If you are doing fog remember that the more thick the fog is the more blurred or distorted background images are and the further away that they get the more blurry they become. Avoid hard lines for anything in the background. Far away = less definition.


Fire is done by using wisps of smoke along with negative spaces in the appropriate shapes such as “C” and “S” curves. You may wish to lightly sketch a faint guideline from a French curve ruler. My best advice on fire is to remember high contrast with layered shapes, and use a photograph as a guide to borrow elements from.

A VERY good cheater, even though it is not pyrography at all, is to go to youtube and look at airbrush techniques for what is called “real fire” painting. As you watch the way that airbrush artists apply these layers, you will get the idea for how a pyrographer may do similar artwork using the method applied for clouds and smoke.

I always suggest looking at photos and using photo references when you work. Because you cannot beat nature for realistic textures, use what others or you have captured on camera to practice perfecting your art with.


For doing wood you will want to emphasize hard edges. Use a knife-edge to outline your wood first. Remember that VERY little wood grows in a straight line. Most wood twists and branches into all sorts of forms. Bark creates a variety of fun and interesting textures. Keep the point of your burner moving and fidget it a bit as you move to create uneven and irregular edges and marks into the wood. If you hold the burner at a 45-degree angle and move the knife edge of a universal tip or flow point or detailer tip along the bark edges you can build up texture in the wood.

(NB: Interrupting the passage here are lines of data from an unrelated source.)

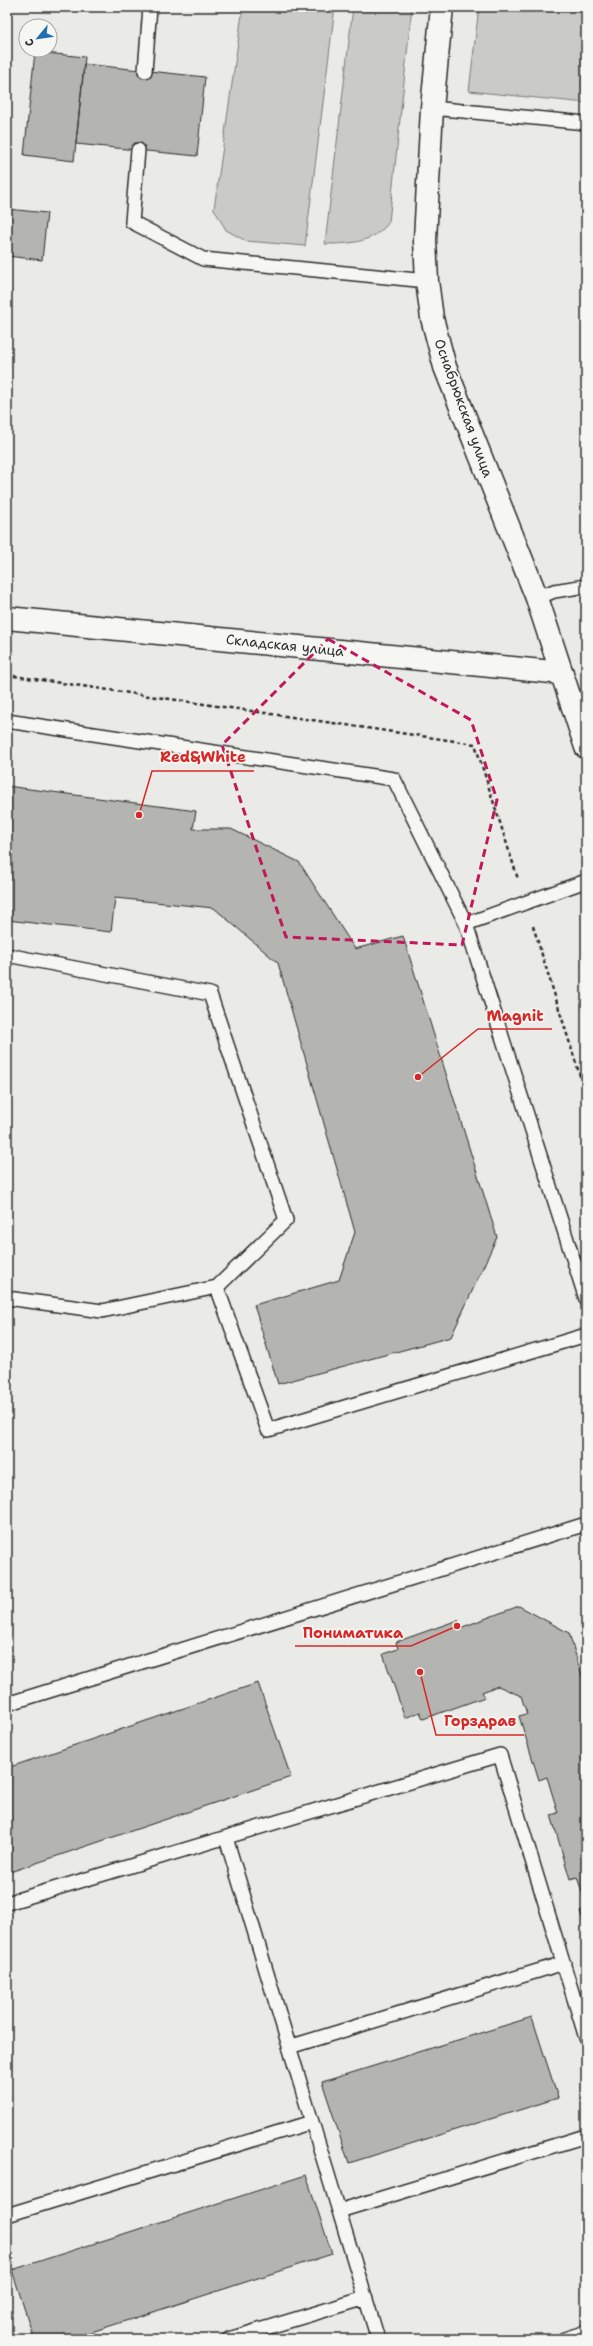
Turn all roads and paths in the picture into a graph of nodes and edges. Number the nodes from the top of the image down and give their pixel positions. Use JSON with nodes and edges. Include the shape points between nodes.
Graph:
{"nodes":[{"id":1,"x":150,"y":7,"type":"edge"},
{"id":2,"x":442,"y":7,"type":"edge"},
{"id":3,"x":145,"y":71,"type":"dead end"},
{"id":4,"x":432,"y":108,"type":"junction"},
{"id":5,"x":586,"y":123,"type":"edge"},
{"id":6,"x":138,"y":150,"type":"dead end"},
{"id":7,"x":427,"y":281,"type":"junction"},
{"id":8,"x":586,"y":586,"type":"edge"},
{"id":9,"x":537,"y":598,"type":"junction"},
{"id":10,"x":7,"y":618,"type":"edge"},
{"id":11,"x":562,"y":673,"type":"junction"},
{"id":12,"x":7,"y":675,"type":"edge"},
{"id":13,"x":7,"y":721,"type":"edge"},
{"id":14,"x":475,"y":744,"type":"dead end"},
{"id":15,"x":586,"y":747,"type":"edge"},
{"id":16,"x":586,"y":881,"type":"edge"},
{"id":17,"x":466,"y":924,"type":"junction"},
{"id":18,"x":7,"y":955,"type":"edge"},
{"id":19,"x":217,"y":1287,"type":"junction"},
{"id":20,"x":7,"y":1298,"type":"edge"},
{"id":21,"x":586,"y":1299,"type":"edge"},
{"id":22,"x":586,"y":1335,"type":"edge"},
{"id":23,"x":586,"y":1524,"type":"edge"},
{"id":24,"x":7,"y":1704,"type":"edge"},
{"id":25,"x":226,"y":1838,"type":"junction"},
{"id":26,"x":7,"y":1904,"type":"edge"},
{"id":27,"x":564,"y":1963,"type":"junction"},
{"id":28,"x":585,"y":2032,"type":"edge"},
{"id":29,"x":289,"y":2047,"type":"junction"},
{"id":30,"x":312,"y":2122,"type":"junction"},
{"id":31,"x":586,"y":2136,"type":"edge"},
{"id":32,"x":339,"y":2211,"type":"junction"},
{"id":33,"x":7,"y":2215,"type":"edge"},
{"id":34,"x":366,"y":2298,"type":"junction"},
{"id":35,"x":586,"y":2332,"type":"edge"},
{"id":36,"x":229,"y":2339,"type":"edge"},
{"id":37,"x":378,"y":2339,"type":"edge"},
{"id":38,"x":564,"y":2339,"type":"edge"}],
"edges":[{"from":1,"to":3,"type":"lane"},
{"from":2,"to":4,"type":"street","name":"Оснабрюкская улица"},
{"from":4,"to":5,"type":"lane"},
{"from":4,"to":7,"type":"street","name":"Оснабрюкская улица","via":[[425,240]]},
{"from":6,"to":7,"type":"lane","via":[[132,222],[203,259]]},
{"from":7,"to":9,"type":"street","name":"Оснабрюкская улица","via":[[432,318],[445,367]]},
{"from":8,"to":9,"type":"lane","via":[[554,591]]},
{"from":9,"to":11,"type":"street","name":"Оснабрюкская улица"},
{"from":10,"to":11,"type":"street","name":"Складская улица"},
{"from":11,"to":15,"type":"street","name":"Оснабрюкская улица"},
{"from":12,"to":14,"type":"path"},
{"from":13,"to":17,"type":"lane","via":[[394,779]]},
{"from":16,"to":17,"type":"lane"},
{"from":17,"to":21,"type":"lane"},
{"from":18,"to":19,"type":"lane","via":[[210,994],[286,1220]]},
{"from":19,"to":20,"type":"lane","via":[[102,1311]]},
{"from":19,"to":22,"type":"lane","via":[[268,1430]]},
{"from":23,"to":24,"type":"lane"},
{"from":25,"to":26,"type":"lane"},
{"from":25,"to":27,"type":"lane","via":[[500,1755]]},
{"from":25,"to":29,"type":"lane"},
{"from":27,"to":28,"type":"lane"},
{"from":27,"to":29,"type":"lane"},
{"from":29,"to":30,"type":"lane"},
{"from":30,"to":32,"type":"lane"},
{"from":30,"to":33,"type":"lane"},
{"from":31,"to":32,"type":"lane"},
{"from":32,"to":34,"type":"lane"},
{"from":34,"to":36,"type":"lane"},
{"from":34,"to":37,"type":"lane"},
{"from":35,"to":38,"type":"lane"}]}
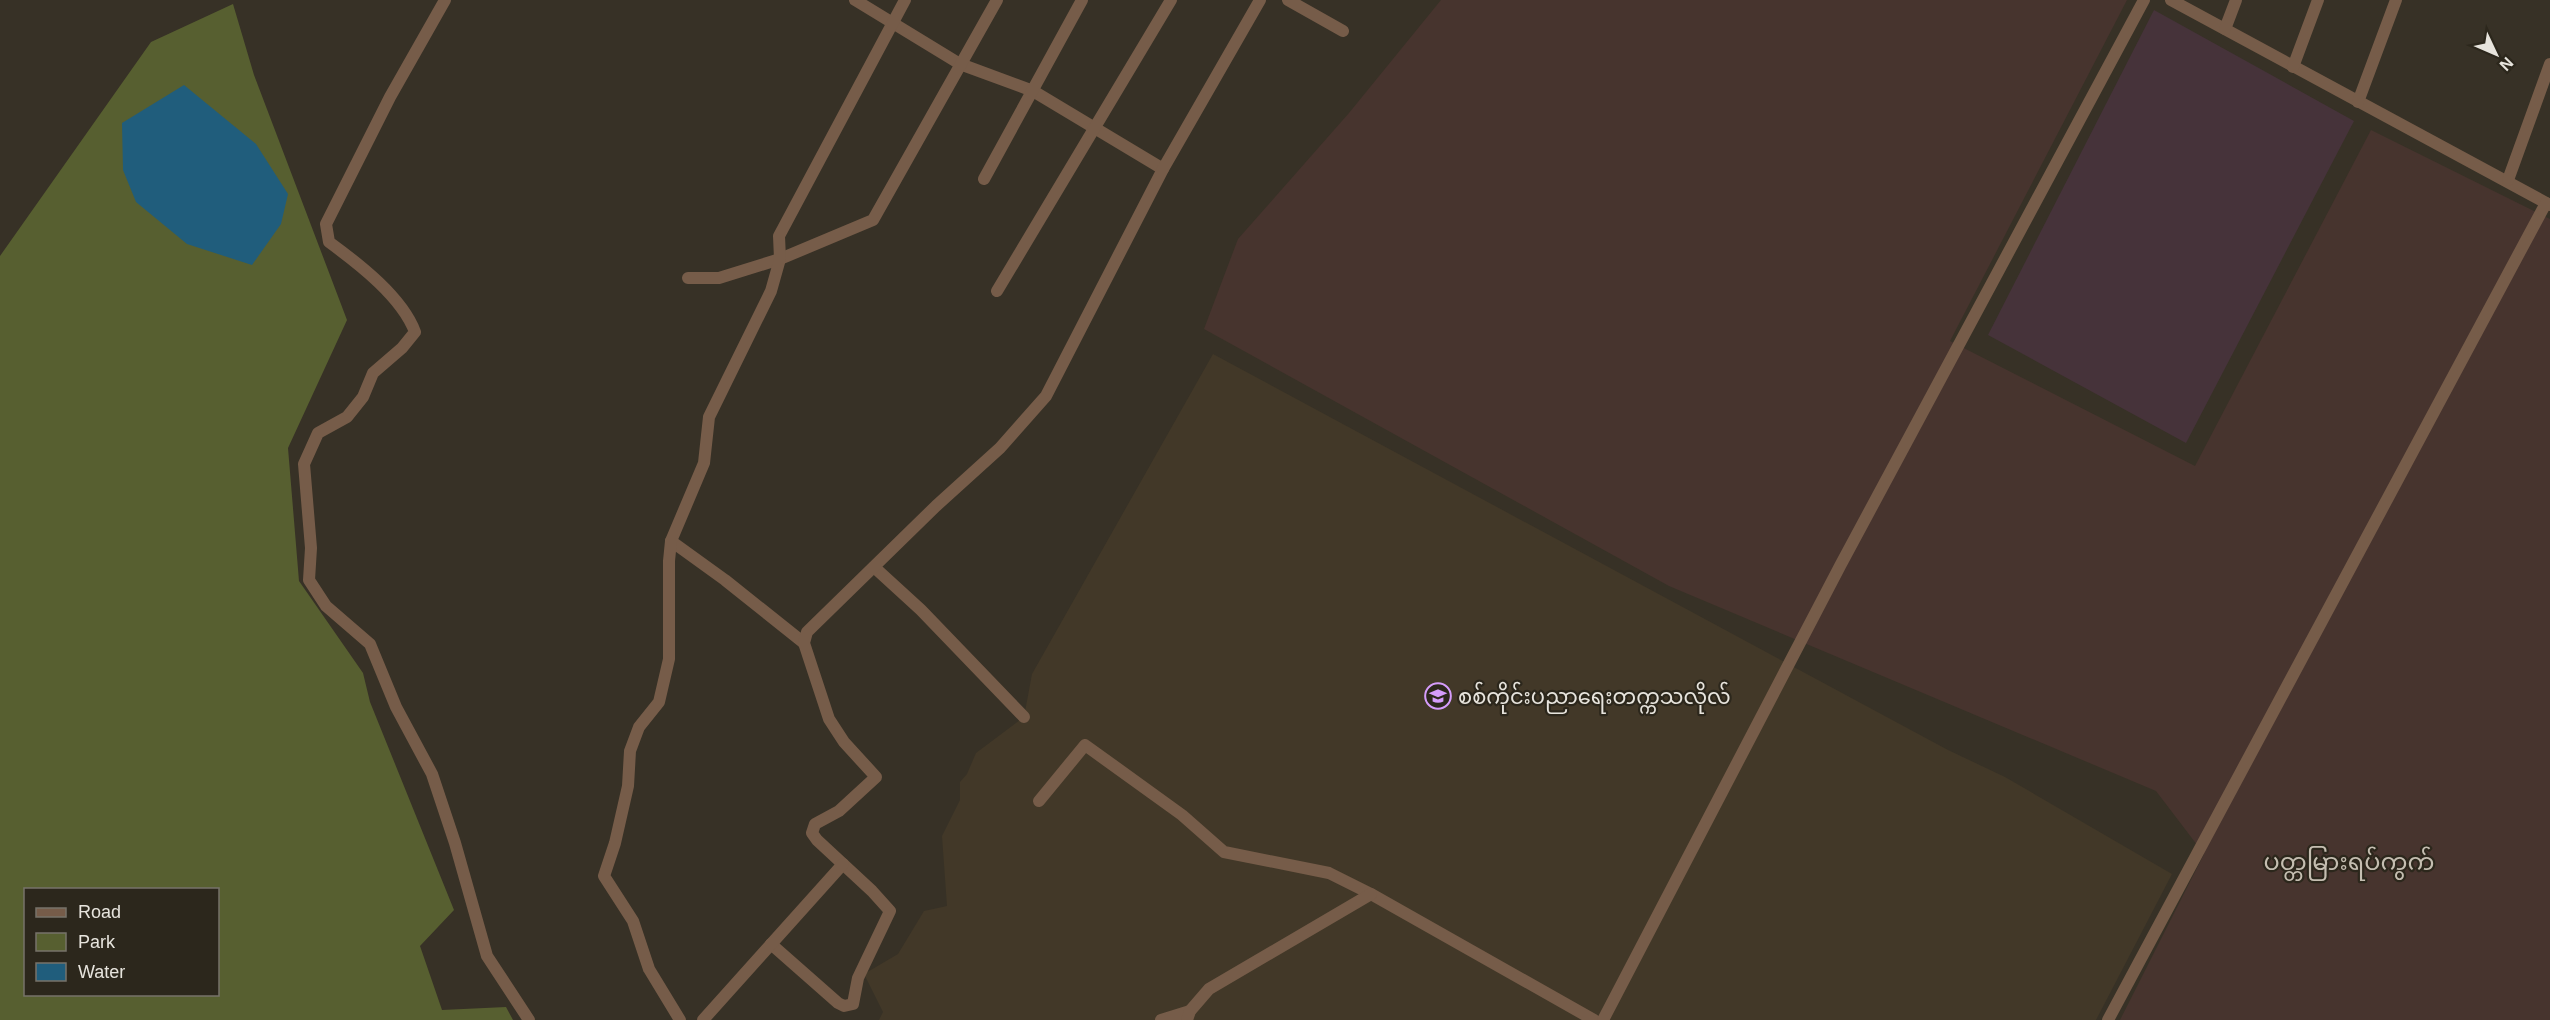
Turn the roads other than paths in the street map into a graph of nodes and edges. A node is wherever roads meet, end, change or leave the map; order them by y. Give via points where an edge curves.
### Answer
1 (445, 0) edge
2 (855, 0) edge
3 (905, 0) edge
4 (997, 0) edge
5 (1082, 0) edge
6 (1171, 0) edge
7 (1260, 0) edge
8 (1288, 0) edge
9 (2144, 0) edge
10 (2171, 0) edge
11 (2236, 0) edge
12 (2318, 0) edge
13 (2396, 0) edge
14 (892, 23) junction
15 (2225, 30) junction
16 (1343, 31) dead end
17 (960, 64) junction
18 (2550, 64) edge
19 (2294, 67) junction
20 (1034, 91) junction
21 (2358, 102) junction
22 (1094, 129) junction
23 (1163, 169) junction
24 (984, 178) dead end
25 (2508, 180) junction
26 (2548, 204) edge
27 (780, 259) junction
28 (688, 278) dead end
29 (997, 291) dead end
30 (671, 542) junction
31 (874, 567) junction
32 (804, 643) junction
33 (1024, 717) dead end
34 (1039, 801) dead end
35 (843, 864) junction
36 (1371, 894) junction
37 (771, 944) junction
38 (1189, 1016) edge
39 (529, 1020) edge
40 (680, 1020) edge
41 (703, 1020) edge
42 (1161, 1020) edge
43 (1594, 1020) edge
44 (1603, 1020) edge
45 (2108, 1020) edge

1 - 39 street via 390,97 326,224 329,242 363,267 410,317 415,332 373,373 363,397 347,417 318,433 304,464 311,548 309,580 326,606 370,644 396,707 432,774 486,956
2 - 14 street
3 - 14 street
4 - 17 street
5 - 20 street
6 - 22 street
7 - 23 street
8 - 16 street
9 - 44 street via 1840,566
10 - 15 street
11 - 15 street
12 - 19 street
13 - 21 street
14 - 17 street
14 - 27 street via 779,236
15 - 19 street
17 - 20 street
17 - 27 street via 873,220
18 - 25 street
19 - 21 street
20 - 22 street
20 - 24 street
21 - 25 street
22 - 23 street
22 - 29 street
23 - 31 street via 1046,396 1000,448
25 - 26 street
26 - 45 street
27 - 28 street via 719,278
27 - 30 street via 771,291 709,417 704,463
30 - 32 street
30 - 40 street via 669,659 659,702 639,727 630,751 628,786 604,876 633,921 649,969
31 - 32 street via 807,632
31 - 33 street
32 - 35 street via 829,719 876,777 839,811 815,824 812,833
34 - 36 street via 1085,745 1182,815 1224,852 1329,873
35 - 37 street
35 - 37 street via 890,911 858,978 854,1004 838,1004
36 - 38 street via 1209,989
36 - 43 street
37 - 41 street
38 - 42 street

Do yourself a favor. If this is a tree or a log first shade the trunk or log to accomplish its shape. THEN start adding wood bark and texture to bring it to life. This will allow the natural indentation process that woodburning leaves on the surface of your project as a raised relief whereas if you shade afterward it will compress the fibers of your burn surface reducing detail for the viewer.

Again photos are a great resource for both practice and the final project.


This brings me to an interesting discussion on the use of photographs as a source for artwork from a legal standpoint. Now the very first thing that I will tell you is that it is ALWAYS a really good idea to contact a photographer first and ask their permission to use their photograph as a basic model for your pyrographic art.

Many photographers are more than happy to let you use their photos. In fact many have dealt with people hijacking or trying to steal their images or use their images for advertising or profiteering purposes without any royalties or recognition for the photographer. Asking for permission to do a one-time piece from one of their photos will flatter them in many cases. Some may even wish to buy your artwork when you finish it if it looks similar to their photograph.

Others will flat out refuse! Sorry! No! No way! Get lost! Etc. If they do so it’s best to just move on and find another image that you can do with permission of the photographer, or without their condemnation.

So what if you can’t find the photographer? Let’s say that the image has been shown on many websites and appears in many search engines under many different sources. You can go and try to hunt for the source of origin, or simply shrug it off and use the image anyway.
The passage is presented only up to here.